Publication date: Available online 9 March 2017
Source:Cell Metabolism
Author(s): Jun Shirakawa, Megan Fernandez, Tomozumi Takatani, Abdelfattah El Ouaamari, Prapaporn Jungtrakoon, Erin R. Okawa, Wei Zhang, Peng Yi, Alessandro Doria, Rohit N. Kulkarni
Investigation of cell-cycle kinetics in mammalian pancreatic β cells has mostly focused on transition from the quiescent (G0) to G1 phase. Here, we report that centromere protein A (CENP-A), which is required for chromosome segregation during the M-phase, is necessary for adaptive β cell proliferation. Receptor-mediated insulin signaling promotes DNA-binding activity of FoxM1 to regulate expression of CENP-A and polo-like kinase-1 (PLK1) by modulating cyclin-dependent kinase-1/2. CENP-A deposition at the centromere is augmented by PLK1 to promote mitosis, while knocking down CENP-A limits β cell proliferation and survival.
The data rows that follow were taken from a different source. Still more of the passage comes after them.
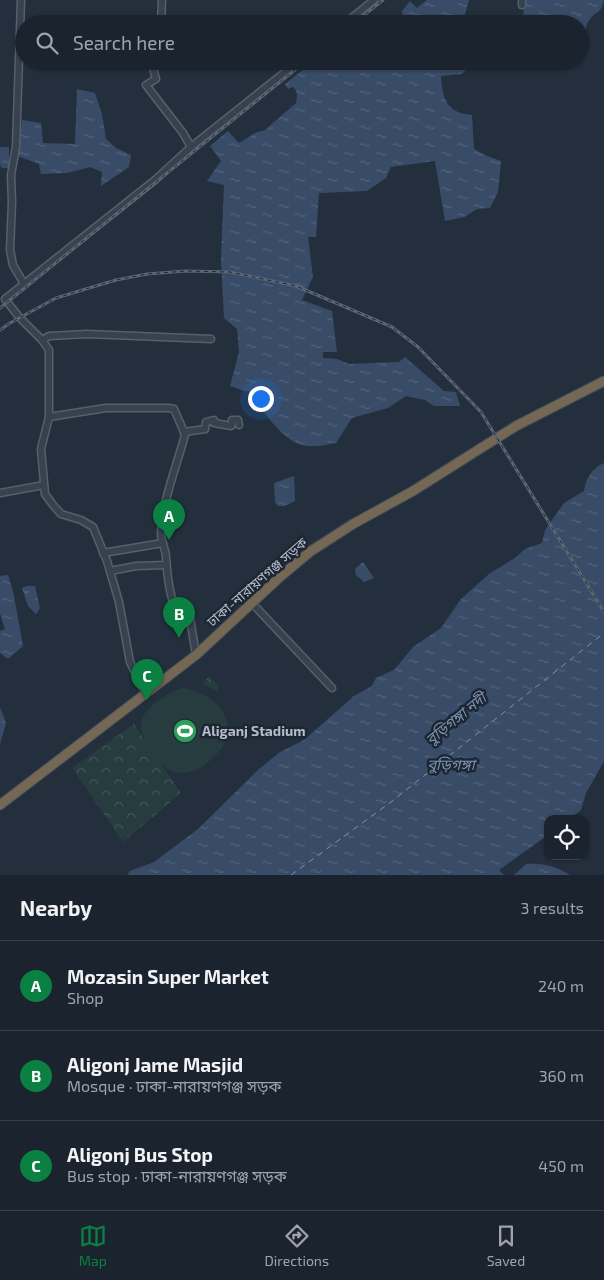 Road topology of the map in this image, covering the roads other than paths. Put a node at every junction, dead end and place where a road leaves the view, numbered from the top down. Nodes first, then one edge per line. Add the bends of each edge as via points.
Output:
1 (21, 0) edge
2 (162, 0) edge
3 (374, 0) edge
4 (21, 15) edge
5 (161, 15) edge
6 (355, 15) edge
7 (20, 70) edge
8 (154, 70) edge
9 (288, 70) edge
10 (191, 147) junction
11 (24, 284) junction
12 (2, 301) edge
13 (42, 340) junction
14 (211, 340) dead end
15 (604, 381) edge
16 (49, 417) junction
17 (239, 425) dead end
18 (184, 432) junction
19 (44, 485) junction
20 (0, 493) edge
21 (163, 543) junction
22 (103, 553) junction
23 (166, 565) junction
24 (110, 571) junction
25 (252, 603) junction
26 (196, 655) junction
27 (332, 688) dead end
28 (145, 693) junction
29 (0, 805) edge

1 - 4 street
2 - 5 street
3 - 6 street
7 - 11 street via 10,250 13,265
8 - 10 street via 156,79 146,84
9 - 10 street
10 - 11 street
11 - 12 street
12 - 13 street
13 - 14 street via 48,336 87,334
13 - 16 street via 49,350
15 - 25 highway, ঢাকা-নারায়ণগঞ্জ সড়ক via 516,426 413,491 353,524 311,551
16 - 18 street via 106,408 174,408
16 - 19 street via 41,449
17 - 18 street via 234,419 231,426 214,423 214,420 206,422 205,429
18 - 21 street via 167,491 161,536
19 - 20 street
19 - 22 street via 45,494 61,514 92,527
21 - 22 street
21 - 23 street
22 - 24 street
23 - 24 street
23 - 26 street via 177,613 189,612
24 - 28 street via 130,662
25 - 26 highway, ঢাকা-নারায়ণগঞ্জ সড়ক
25 - 27 street
26 - 28 highway, ঢাকা-নারায়ণগঞ্জ সড়ক
28 - 29 highway, ঢাকা-নারায়ণগঞ্জ সড়ক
CENP-A deficiency in β cells leads to impaired adaptive proliferation in response to pregnancy, acute and chronic insulin resistance, and aging in mice. Insulin-stimulated CENP-A/PLK1 protein expression is blunted in islets from patients with type 2 diabetes. These data implicate the insulin-FoxM1/PLK1/CENP-A pathway-regulated mitotic cell-cycle progression as an essential component in the β cell adaptation to delay and/or prevent progression to diabetes.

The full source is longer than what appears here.